= Exercise requirements =
Repeat the entries that follow, exactly as they are written.

= Supplied data =

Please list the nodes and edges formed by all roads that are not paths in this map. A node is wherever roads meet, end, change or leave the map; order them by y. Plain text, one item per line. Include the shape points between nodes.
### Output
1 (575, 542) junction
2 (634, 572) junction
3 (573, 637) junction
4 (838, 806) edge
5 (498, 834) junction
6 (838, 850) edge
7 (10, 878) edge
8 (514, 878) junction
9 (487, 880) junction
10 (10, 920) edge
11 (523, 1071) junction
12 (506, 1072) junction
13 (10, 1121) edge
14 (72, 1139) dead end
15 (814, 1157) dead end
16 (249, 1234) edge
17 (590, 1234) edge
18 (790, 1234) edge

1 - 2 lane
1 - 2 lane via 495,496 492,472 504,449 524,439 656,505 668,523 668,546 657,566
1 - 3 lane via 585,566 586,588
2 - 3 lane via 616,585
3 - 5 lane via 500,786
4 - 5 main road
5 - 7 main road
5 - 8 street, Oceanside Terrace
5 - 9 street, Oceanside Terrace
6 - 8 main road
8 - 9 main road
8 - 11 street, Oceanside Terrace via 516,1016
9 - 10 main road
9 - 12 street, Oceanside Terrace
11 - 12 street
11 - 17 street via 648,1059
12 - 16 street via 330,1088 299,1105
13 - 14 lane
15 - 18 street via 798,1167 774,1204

= Response below =
Please list the nodes and edges formed by all roads that are not paths in this map. A node is wherever roads meet, end, change or leave the map; order them by y. Plain text, one item per line. Include the shape points between nodes.
### Output
1 (575, 542) junction
2 (634, 572) junction
3 (573, 637) junction
4 (838, 806) edge
5 (498, 834) junction
6 (838, 850) edge
7 (10, 878) edge
8 (514, 878) junction
9 (487, 880) junction
10 (10, 920) edge
11 (523, 1071) junction
12 (506, 1072) junction
13 (10, 1121) edge
14 (72, 1139) dead end
15 (814, 1157) dead end
16 (249, 1234) edge
17 (590, 1234) edge
18 (790, 1234) edge

1 - 2 lane
1 - 2 lane via 495,496 492,472 504,449 524,439 656,505 668,523 668,546 657,566
1 - 3 lane via 585,566 586,588
2 - 3 lane via 616,585
3 - 5 lane via 500,786
4 - 5 main road
5 - 7 main road
5 - 8 street, Oceanside Terrace
5 - 9 street, Oceanside Terrace
6 - 8 main road
8 - 9 main road
8 - 11 street, Oceanside Terrace via 516,1016
9 - 10 main road
9 - 12 street, Oceanside Terrace
11 - 12 street
11 - 17 street via 648,1059
12 - 16 street via 330,1088 299,1105
13 - 14 lane
15 - 18 street via 798,1167 774,1204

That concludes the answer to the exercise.